Bahkan bisa dibilang aku beruntung memiliki tubuh Klao. Aku bahkan tidak ingin memikirkan bagaimana jadinya jika aku jatuh ke era ini sebagai seorang budak. Kehidupan seorang budak bergantung sepenuhnya pada karakter dan kebaikan tuannya. Jika kau memiliki tuan yang baik, kau beruntung. Tapi jika ada budak yang memiliki tuan yang temperamental, itu tidak ada bedanya dengan menjadi karung tinju yang hidup. Aku sering mendengar gosip dari para budak tentang budak lain yang dipukuli hingga dilukai bahkan meninggal. Serius, meski dia selamat, dia akan menjadi cacat. Jika aku harus menjadi budak di rumah seperti itu, aku mungkin akan memilih untuk menenggelamkan diri.
"Apa kau kenyang?" Orang yang makan di sebelahku berbicara dengan suara yang dalam, saat aku sedang melamun.
"Krap," jawabku sambil menoleh ke arah P'Phop yang berseragam sambil mengangkat segelas air melati untuk diminum.
Sejak hari orang-orang bergosip tentangku (maksudku, tentang Klao), saat berjalan di pasar dan P'Phop datang untuk melindungiku, aku mulai memandangnya dengan lebih baik dan simpati. Faktanya, aku tahu bahwa dia bukan orang jahat, dia berhati-hati mencari-cari kesalahan ku karena dia punya akal sehat. Tapi aku kesal dengan senyuman kecil itu, begitu kesal hingga membuatku menaruh sedikit prasangka padanya. Namun setelah hari itu ketika dia melindungiku, aku mencoba untuk lebih sering berbicara dengannya, dengan kata-kata yang lebih ramah, setidaknya untuk mengungkapkan rasa terima kasih atas nama Klao yang asli.
Dia melindungiku dengan mempertaruhkan reputasinya. Aku harus berterima kasih padanya, bukan?
"Bukankah makanannya enak?" Dia bertanya.
"Sangat enak."
"Jadi, apa kau merasa tidak enak badan?"
"Tidak, aku baik-baik saja. Kenapa P'Phop mengira aku sakit?"
"Aku kira kau sakit, karena aku tidak melihatmu meminta nasi atau makanan ringan lagi, seperti yang biasa kau lakukan. Aku akan meminta Ai'Jom untuk memeriksamu." Matanya yang tajam berbinar saat dia menggoda, membuatku cemberut sebagai jawabannya.
Yah, bukankah dia secara halus mengolok-olok nafsu makanku?
"Bibi, bisakah kau mengambilkan jeruk untukku?" Aku bertanya kepada kepala pelayan, yang sedang berjongkok tidak jauh dari situ.
"Krap, Khun Klao. Berapa banyak yang kau inginkan?"
"Satu atau dua saja sudah cukup untuk meyakinkan orang-orang di sekitar sini bahwa aku baik-baik saja." Aku menekankan kata terakhir saat aku melihatnya sambil tersenyum. Lalu aku mengambil jeruk dari pelayan, mengupasnya, memasukkan satu siung jeruk ke dalam mulutku, dan mengunyahnya.

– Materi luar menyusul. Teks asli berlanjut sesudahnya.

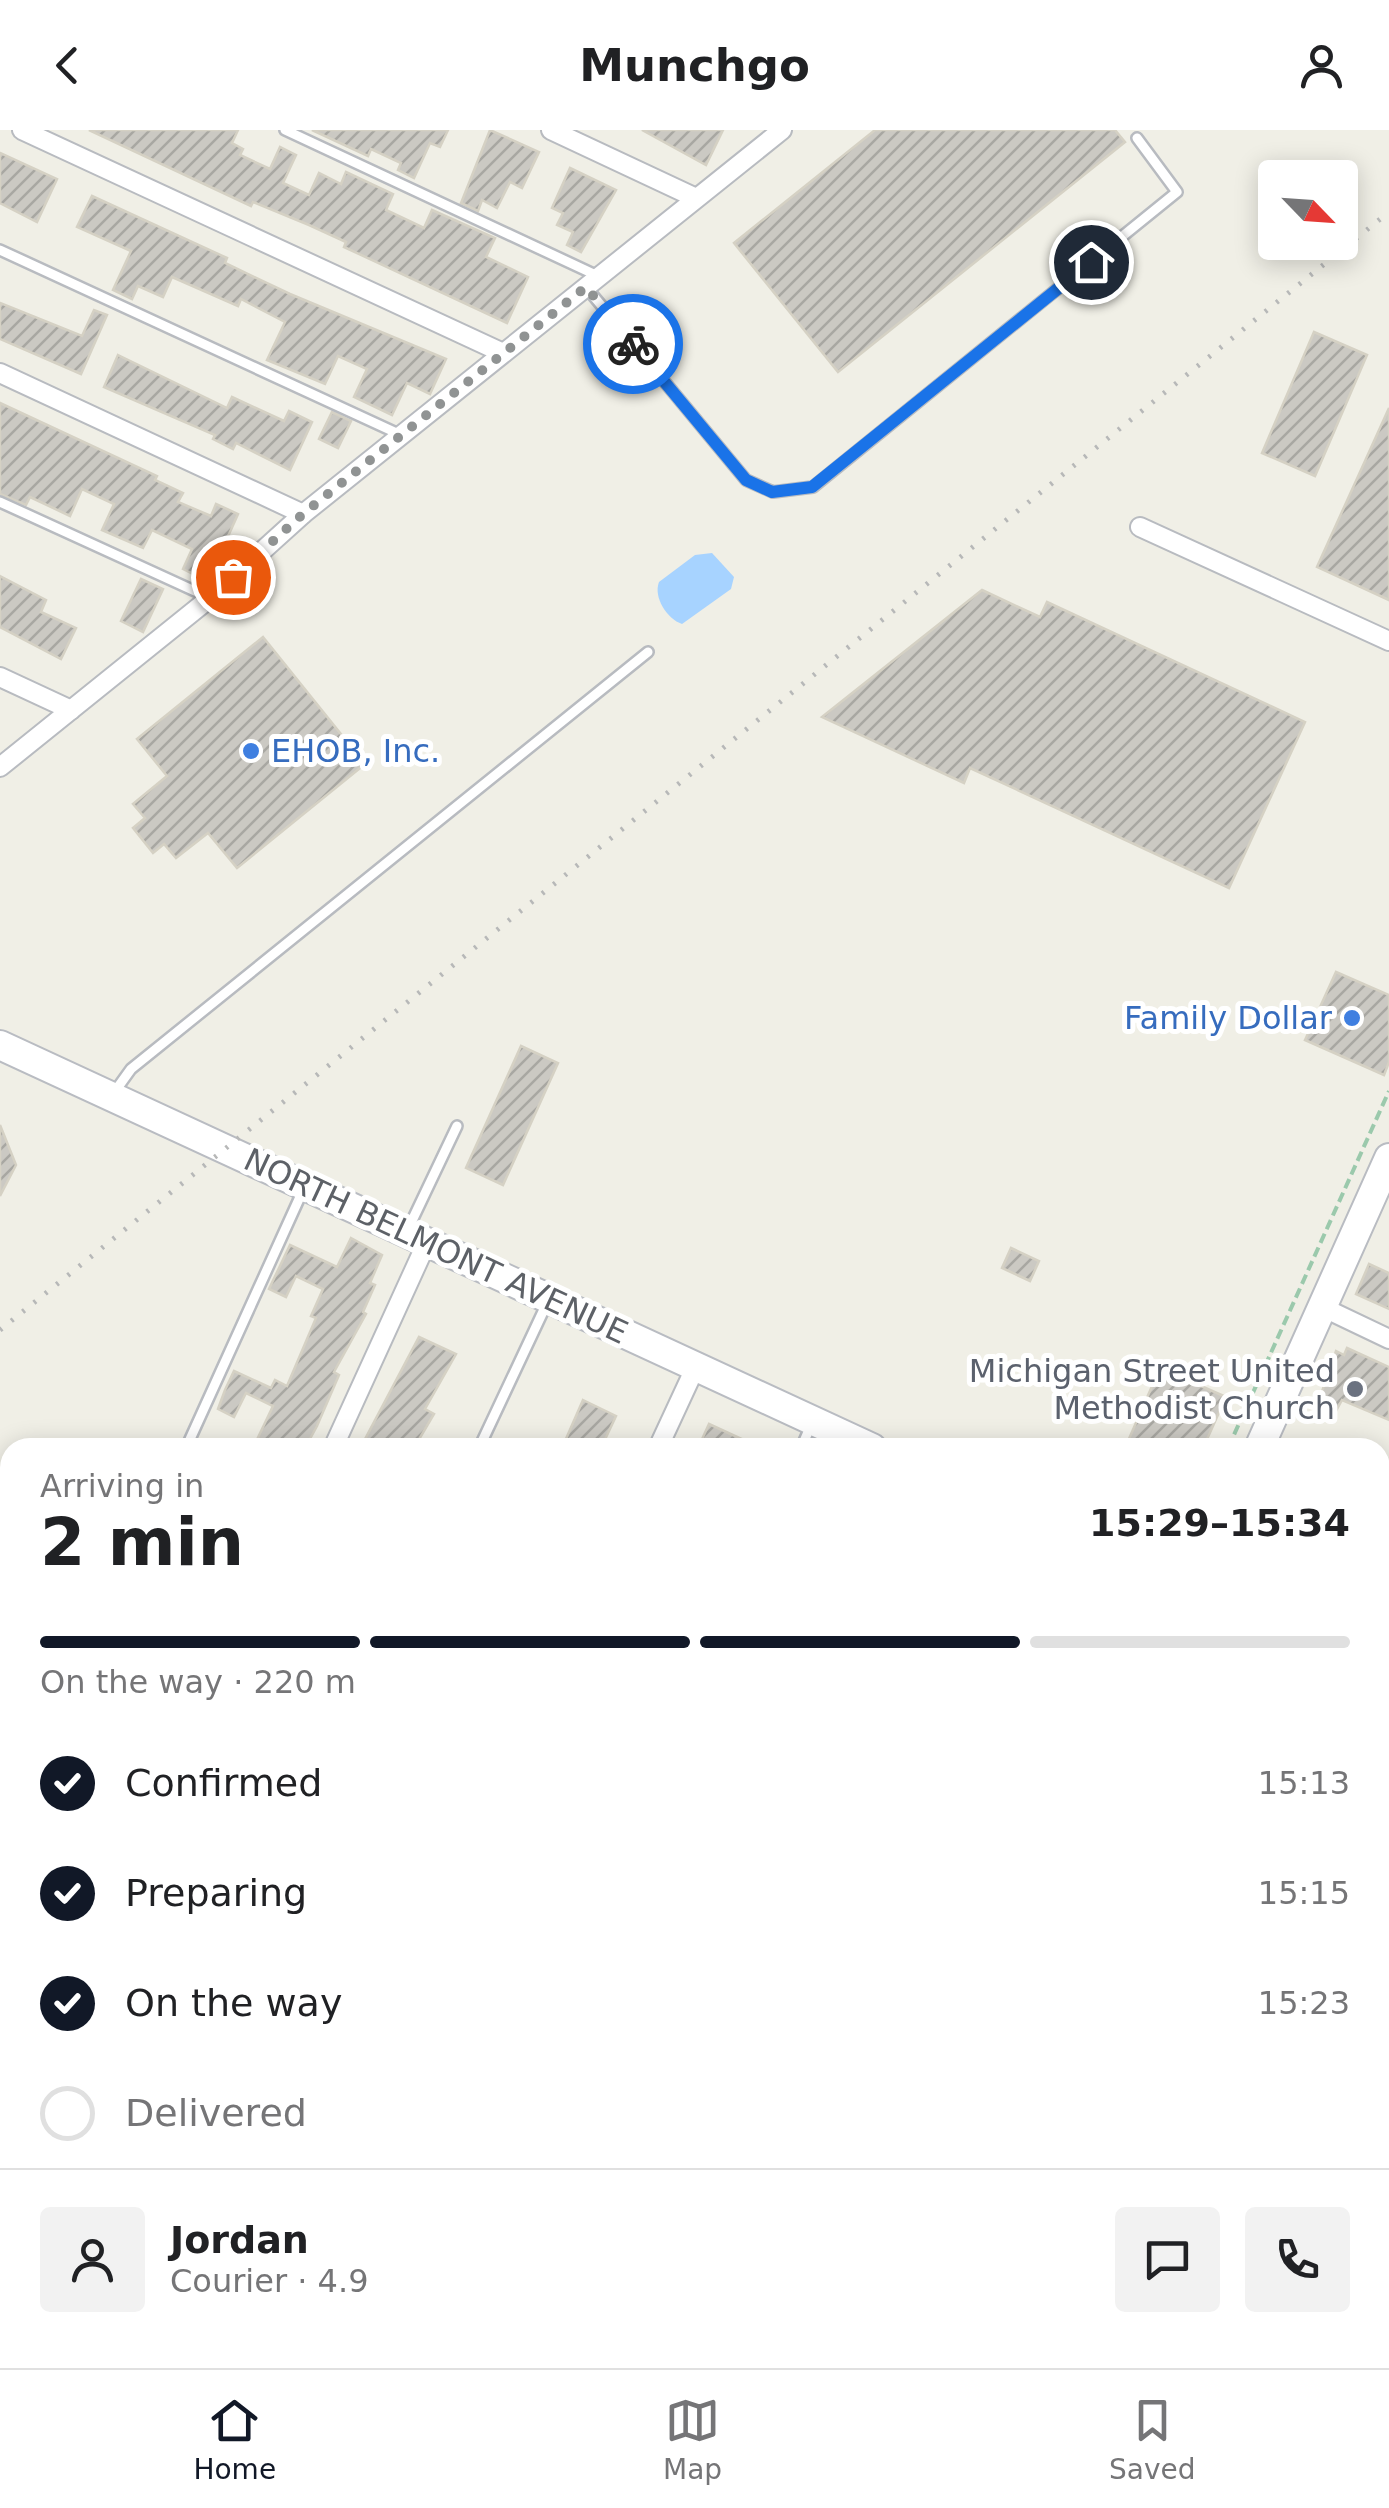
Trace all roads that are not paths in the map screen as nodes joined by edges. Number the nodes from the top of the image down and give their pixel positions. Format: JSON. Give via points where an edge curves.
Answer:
{"nodes":[{"id":1,"x":22,"y":130,"type":"edge"},
{"id":2,"x":285,"y":130,"type":"edge"},
{"id":3,"x":551,"y":130,"type":"edge"},
{"id":4,"x":782,"y":130,"type":"edge"},
{"id":5,"x":1137,"y":138,"type":"dead end"},
{"id":6,"x":696,"y":198,"type":"junction"},
{"id":7,"x":0,"y":250,"type":"edge"},
{"id":8,"x":592,"y":281,"type":"junction"},
{"id":9,"x":503,"y":353,"type":"junction"},
{"id":10,"x":0,"y":373,"type":"edge"},
{"id":11,"x":401,"y":435,"type":"junction"},
{"id":12,"x":0,"y":502,"type":"edge"},
{"id":13,"x":303,"y":514,"type":"junction"},
{"id":14,"x":1140,"y":527,"type":"dead end"},
{"id":15,"x":210,"y":598,"type":"junction"},
{"id":16,"x":1389,"y":642,"type":"edge"},
{"id":17,"x":648,"y":652,"type":"dead end"},
{"id":18,"x":0,"y":678,"type":"edge"},
{"id":19,"x":71,"y":710,"type":"junction"},
{"id":20,"x":0,"y":767,"type":"edge"},
{"id":21,"x":0,"y":1045,"type":"edge"},
{"id":22,"x":111,"y":1096,"type":"junction"},
{"id":23,"x":457,"y":1126,"type":"dead end"},
{"id":24,"x":1389,"y":1158,"type":"edge"},
{"id":25,"x":305,"y":1186,"type":"junction"},
{"id":26,"x":417,"y":1238,"type":"junction"},
{"id":27,"x":549,"y":1298,"type":"junction"},
{"id":28,"x":1322,"y":1307,"type":"junction"},
{"id":29,"x":1389,"y":1338,"type":"edge"},
{"id":30,"x":696,"y":1366,"type":"junction"},
{"id":31,"x":813,"y":1420,"type":"junction"},
{"id":32,"x":191,"y":1438,"type":"edge"},
{"id":33,"x":337,"y":1438,"type":"edge"},
{"id":34,"x":484,"y":1438,"type":"edge"},
{"id":35,"x":663,"y":1438,"type":"edge"},
{"id":36,"x":805,"y":1438,"type":"edge"},
{"id":37,"x":851,"y":1438,"type":"edge"},
{"id":38,"x":1263,"y":1438,"type":"edge"}],
"edges":[{"from":1,"to":9,"type":"street"},
{"from":2,"to":8,"type":"lane"},
{"from":3,"to":6,"type":"street"},
{"from":4,"to":6,"type":"street"},
{"from":5,"to":8,"type":"lane","via":[[1177,192],[812,487],[772,492],[746,480]]},
{"from":6,"to":8,"type":"street"},
{"from":7,"to":11,"type":"lane"},
{"from":8,"to":9,"type":"street"},
{"from":9,"to":11,"type":"street"},
{"from":10,"to":13,"type":"street"},
{"from":11,"to":13,"type":"street"},
{"from":12,"to":15,"type":"lane"},
{"from":13,"to":15,"type":"street"},
{"from":14,"to":16,"type":"street"},
{"from":15,"to":19,"type":"street"},
{"from":17,"to":22,"type":"lane","via":[[146,1057]]},
{"from":18,"to":19,"type":"street"},
{"from":19,"to":20,"type":"street"},
{"from":21,"to":22,"type":"main road","name":"NORTH BELMONT AVENUE"},
{"from":22,"to":25,"type":"main road","name":"NORTH BELMONT AVENUE"},
{"from":23,"to":26,"type":"lane"},
{"from":24,"to":28,"type":"main road"},
{"from":25,"to":26,"type":"main road","name":"NORTH BELMONT AVENUE"},
{"from":25,"to":32,"type":"lane"},
{"from":26,"to":27,"type":"main road","name":"NORTH BELMONT AVENUE"},
{"from":26,"to":33,"type":"street"},
{"from":27,"to":30,"type":"main road","name":"NORTH BELMONT AVENUE"},
{"from":27,"to":34,"type":"lane"},
{"from":28,"to":29,"type":"street"},
{"from":28,"to":38,"type":"main road"},
{"from":30,"to":31,"type":"main road","name":"NORTH BELMONT AVENUE"},
{"from":30,"to":35,"type":"street"},
{"from":31,"to":36,"type":"lane"},
{"from":31,"to":37,"type":"main road","name":"NORTH BELMONT AVENUE"}]}
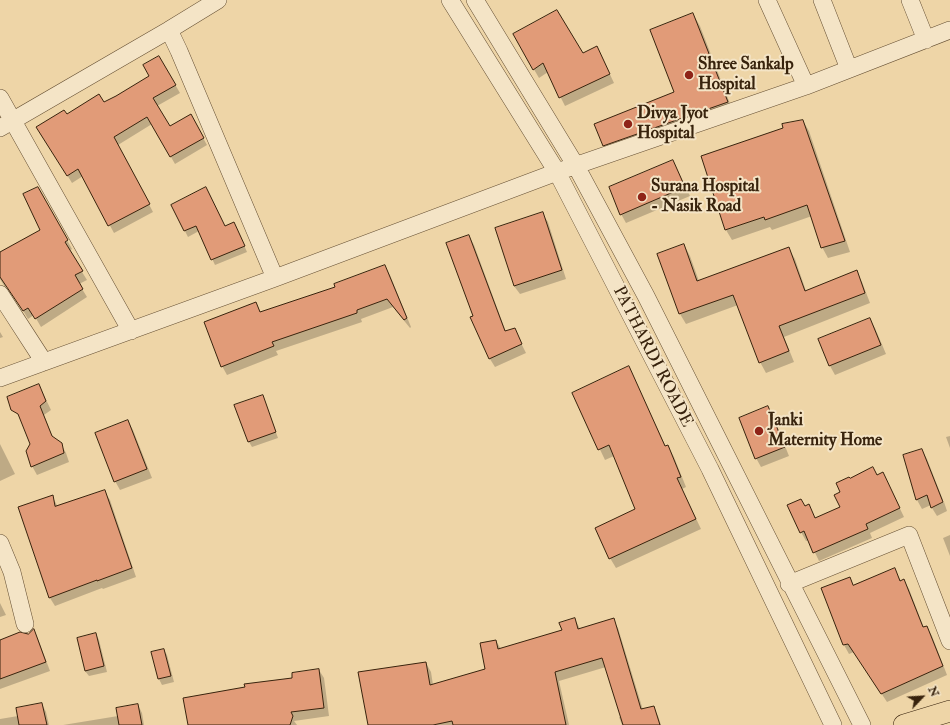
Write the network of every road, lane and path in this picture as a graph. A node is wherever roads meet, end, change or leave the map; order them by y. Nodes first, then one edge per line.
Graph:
1 (218, 0) edge
2 (450, 0) edge
3 (475, 0) edge
4 (767, 0) edge
5 (822, 0) edge
6 (910, 0) edge
7 (169, 30) junction
8 (950, 30) edge
9 (926, 40) junction
10 (849, 69) junction
11 (806, 86) junction
12 (0, 98) edge
13 (7, 124) edge
14 (576, 166) junction
15 (557, 172) junction
16 (275, 278) junction
17 (0, 294) edge
18 (131, 331) junction
19 (44, 362) junction
20 (0, 378) edge
21 (0, 544) edge
22 (789, 584) junction
23 (25, 624) dead end
24 (950, 641) edge
25 (950, 711) edge
26 (833, 725) edge
27 (862, 725) edge
28 (904, 725) edge

1 - 7 street
2 - 15 street, PATHARDI ROADE
3 - 14 street
4 - 11 street
5 - 10 street
6 - 9 street
7 - 13 street
7 - 16 street
8 - 9 street
9 - 10 street
10 - 11 street
11 - 14 street
12 - 13 street
13 - 18 street
14 - 15 street
14 - 22 street
15 - 16 street
15 - 26 street, PATHARDI ROADE
16 - 18 street
17 - 19 street
18 - 19 street
19 - 20 street
21 - 23 street
22 - 24 street
22 - 27 street
25 - 28 main road

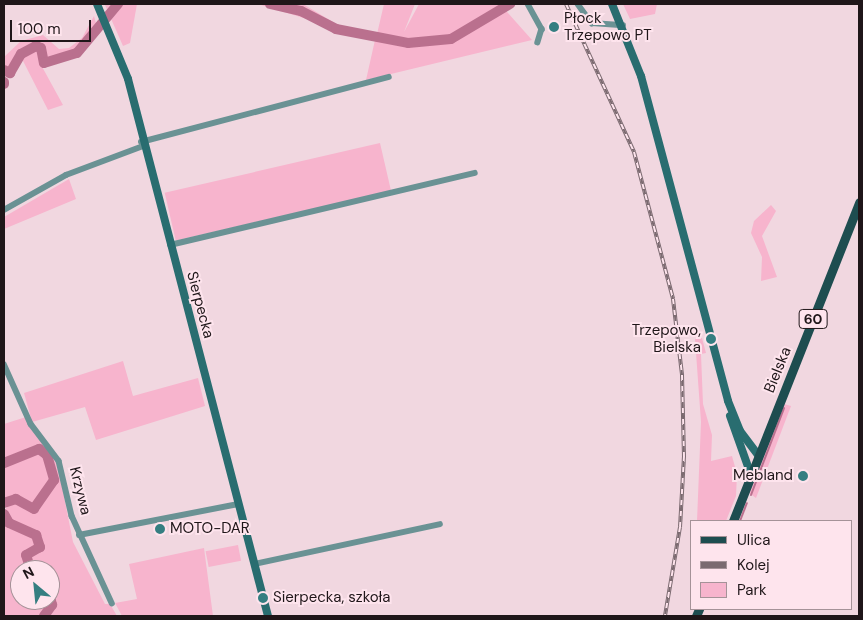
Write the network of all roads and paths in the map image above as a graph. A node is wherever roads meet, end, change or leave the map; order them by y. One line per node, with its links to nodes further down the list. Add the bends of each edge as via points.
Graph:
1 (528, 4): 6 (street, via 542,29)
2 (578, 4): 5 (street, via 592,23)
3 (612, 4): 5 (street)
4 (98, 5): 8 (street, Sierpecka, via 128,79)
5 (623, 25): 14 (street, via 641,76)
6 (538, 42)
7 (389, 77): 8 (street)
8 (142, 144): 11 (street, via 66,175); 12 (street, Sierpecka)
9 (475, 173): 12 (street)
10 (859, 202): 15 (main road, Bielska / 60)
11 (4, 210)
12 (170, 245): 20 (street, Sierpecka)
13 (4, 364): 23 (street, Krzywa, via 31,424 59,461)
14 (728, 401): 16 (street); 17 (street, via 735,434)
15 (767, 436): 16 (street); 18 (main road, Bielska / 60)
16 (749, 441): 18 (street)
17 (747, 455): 18 (street); 19 (street)
18 (758, 457): 19 (main road, Bielska / 60)
19 (751, 476): 21 (main road, Bielska / 60)
20 (238, 504): 23 (street); 24 (street, Sierpecka)
21 (733, 520)
22 (440, 524): 24 (street)
23 (79, 535): 25 (street, Krzywa)
24 (254, 564): 26 (street, Sierpecka)
25 (112, 603)
26 (268, 616)

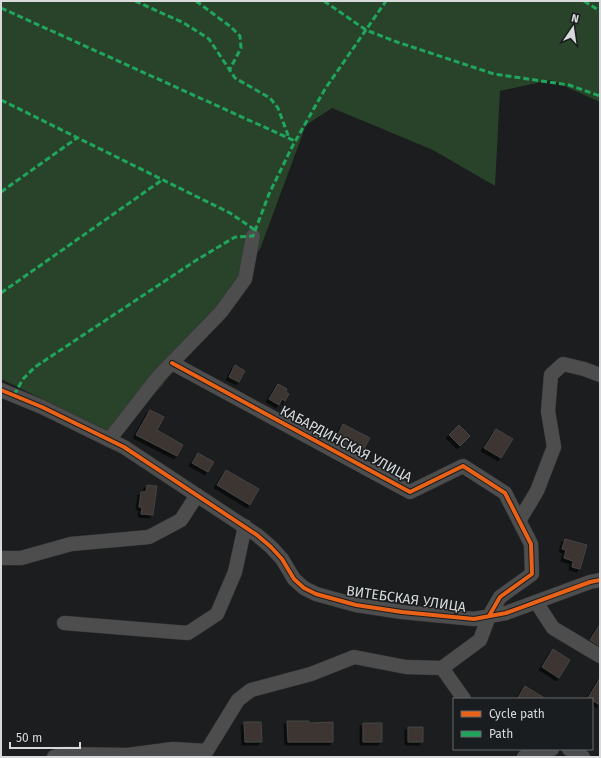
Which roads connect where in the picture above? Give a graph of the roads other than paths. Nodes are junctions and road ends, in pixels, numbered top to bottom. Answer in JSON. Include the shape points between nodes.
{"nodes":[{"id":1,"x":253,"y":236,"type":"dead end"},
{"id":2,"x":172,"y":363,"type":"junction"},
{"id":3,"x":600,"y":375,"type":"edge"},
{"id":4,"x":1,"y":390,"type":"edge"},
{"id":5,"x":109,"y":440,"type":"junction"},
{"id":6,"x":197,"y":495,"type":"junction"},
{"id":7,"x":519,"y":522,"type":"junction"},
{"id":8,"x":245,"y":526,"type":"junction"},
{"id":9,"x":1,"y":558,"type":"edge"},
{"id":10,"x":600,"y":580,"type":"edge"},
{"id":11,"x":536,"y":602,"type":"junction"},
{"id":12,"x":489,"y":616,"type":"junction"},
{"id":13,"x":64,"y":623,"type":"dead end"},
{"id":14,"x":600,"y":656,"type":"edge"},
{"id":15,"x":442,"y":668,"type":"junction"},
{"id":16,"x":464,"y":698,"type":"edge"},
{"id":17,"x":542,"y":750,"type":"edge"},
{"id":18,"x":571,"y":750,"type":"edge"},
{"id":19,"x":205,"y":754,"type":"edge"},
{"id":20,"x":54,"y":757,"type":"edge"},
{"id":21,"x":524,"y":757,"type":"edge"},
{"id":22,"x":583,"y":757,"type":"edge"}],
"edges":[{"from":1,"to":2,"type":"street","via":[[245,279],[221,312]]},
{"from":2,"to":5,"type":"street"},
{"from":2,"to":7,"type":"street","name":"КАБАРДИНСКАЯ УЛИЦА","via":[[410,492],[463,466],[505,493]]},
{"from":3,"to":7,"type":"street","via":[[563,364],[551,375],[548,411],[554,447],[537,491]]},
{"from":4,"to":5,"type":"street","name":"ВИТЕБСКАЯ УЛИЦА"},
{"from":5,"to":6,"type":"street","name":"ВИТЕБСКАЯ УЛИЦА","via":[[124,447]]},
{"from":6,"to":8,"type":"street","name":"ВИТЕБСКАЯ УЛИЦА"},
{"from":6,"to":9,"type":"street","via":[[181,520],[149,538],[71,544],[20,558]]},
{"from":7,"to":12,"type":"street","name":"КАБАРДИНСКАЯ УЛИЦА","via":[[531,544],[532,574],[500,597]]},
{"from":8,"to":12,"type":"street","name":"ВИТЕБСКАЯ УЛИЦА","via":[[271,547],[304,588],[316,594],[356,605],[402,612],[474,619]]},
{"from":8,"to":13,"type":"street","via":[[235,572],[217,614],[188,633]]},
{"from":10,"to":11,"type":"street","name":"ВИТЕБСКАЯ УЛИЦА"},
{"from":11,"to":12,"type":"street","name":"ВИТЕБСКАЯ УЛИЦА"},
{"from":11,"to":14,"type":"street","via":[[554,628]]},
{"from":12,"to":15,"type":"street","via":[[480,640]]},
{"from":15,"to":16,"type":"street"},
{"from":15,"to":19,"type":"street","via":[[406,667],[354,657],[311,674],[251,690],[238,700]]},
{"from":17,"to":21,"type":"street"},
{"from":18,"to":22,"type":"street"},
{"from":19,"to":20,"type":"street","via":[[173,749],[128,755],[64,754]]}]}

Aku selalu menjadi paranoid setiap kali dia mengatakan sesuatu. Mungkin karena aku cenderung menjadi orang yang bias, tapi memang begitulah dia. Aku mencoba memandangnya secara positif dan berbicara dengannya, tapi dia selalu membuat ku gelisah seperti ini.
'Jadi kau tidak ingin kita memiliki hubungan yang baik, begitu, kan?' Ku pikir.
"Oke, aku senang melihat nafsu makanmu kembali sehat," kata P'Phop sambil tersenyum sebelum berbalik memerintahkan gadis pelayan untuk membawakannya jeruk juga. Aku berhenti sejenak saat mengunyah, dan mendekatkan tanganku ke pipiku.